Closed Froskekongen closed 7 years ago
Looking at this now. At a first glance it looks a little tricky because part of the cuDNN optimizations need to know exactly how many RNN layers there are in the model, and Keras doesn't (for example, you can append LSTM()
layers to Sequential()
as you go, or you could mix and match different RNN layers etc.).
tf.contrib.cudnn_rnn.CudnnLSTM(num_layers, num_units, input_size)
Perhaps a simple way of exposing TensorFlow's cuDNN RNNs would be to just add new layers to recurrent.py called CudnnLSTM, etc. @fchollet, thoughts?
I also assume these tf ops don't make much sense on a CPU, so perhaps it's not too bad to make the Cudnn prefix visible in Keras' API to make the GPU assumption extra obvious.
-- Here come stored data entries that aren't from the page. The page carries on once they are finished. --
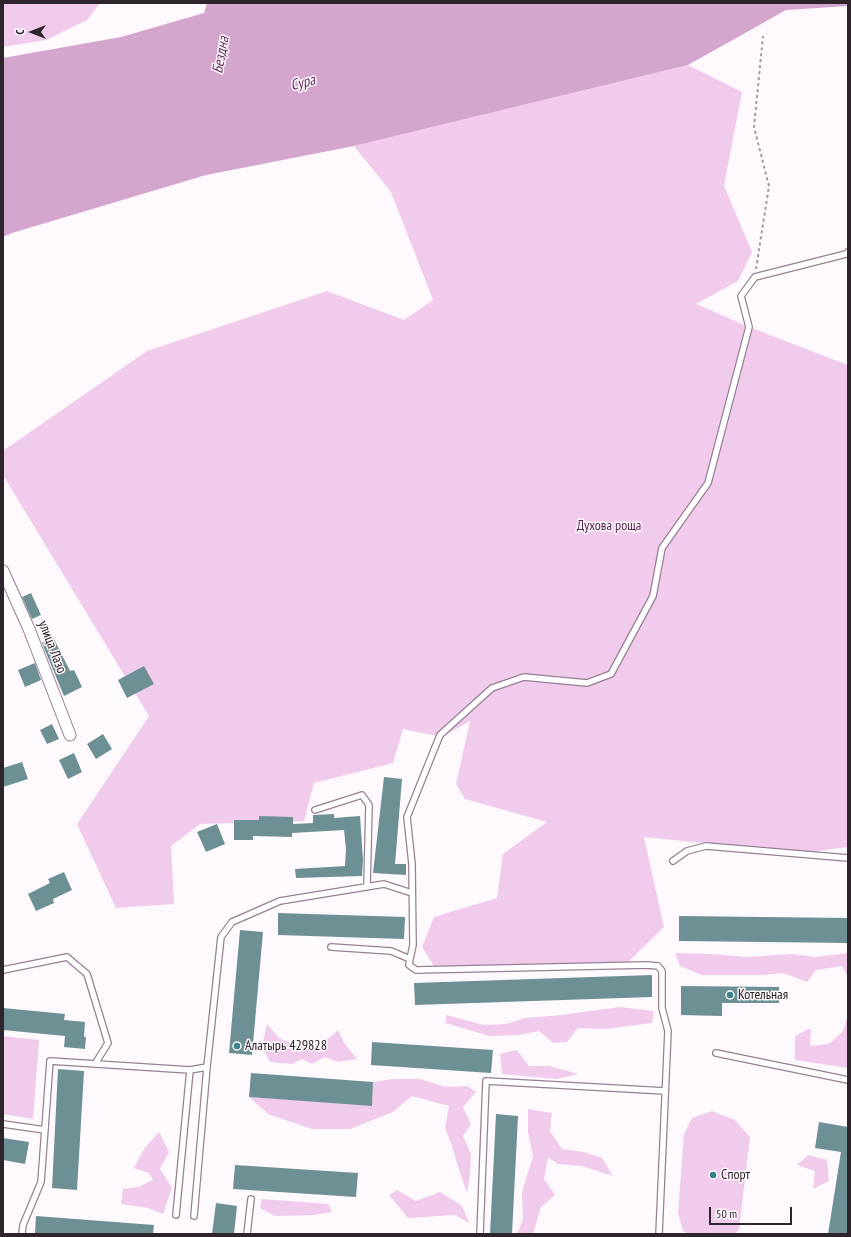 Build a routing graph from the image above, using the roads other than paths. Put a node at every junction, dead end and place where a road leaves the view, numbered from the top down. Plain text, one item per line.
1 (848, 252) edge
2 (3, 571) edge
3 (70, 736) dead end
4 (315, 810) dead end
5 (848, 858) edge
6 (673, 861) dead end
7 (367, 887) junction
8 (412, 893) junction
9 (330, 947) dead end
10 (410, 958) junction
11 (3, 970) edge
12 (716, 1053) dead end
13 (95, 1064) junction
14 (207, 1067) junction
15 (190, 1070) junction
16 (848, 1080) edge
17 (665, 1092) junction
18 (3, 1124) edge
19 (45, 1130) junction
20 (251, 1199) dead end
21 (176, 1216) dead end
22 (194, 1216) dead end
23 (22, 1234) edge
24 (247, 1234) edge
25 (480, 1234) edge
26 (659, 1234) edge

1 - 8 lane
2 - 3 street, улица Лазо
4 - 7 lane
5 - 6 lane
7 - 8 lane
7 - 14 lane
8 - 10 lane
9 - 10 lane
10 - 17 lane
11 - 13 lane
12 - 16 lane
13 - 15 lane
13 - 19 lane
14 - 15 lane
14 - 22 lane
15 - 21 lane
17 - 25 lane
17 - 26 lane
18 - 19 lane
19 - 23 lane
20 - 24 lane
EDIT: Alternatively, during model.compile()
one could go through the layers and bucket any stacked RNNs of the same type, number of units and input size automatically and just swap them with a corresponding CudnnRNN.
Does it make any sense to start with an implementation that doesn't use the stacking optimization and just pass num_layers=1 into CudnnLSTM?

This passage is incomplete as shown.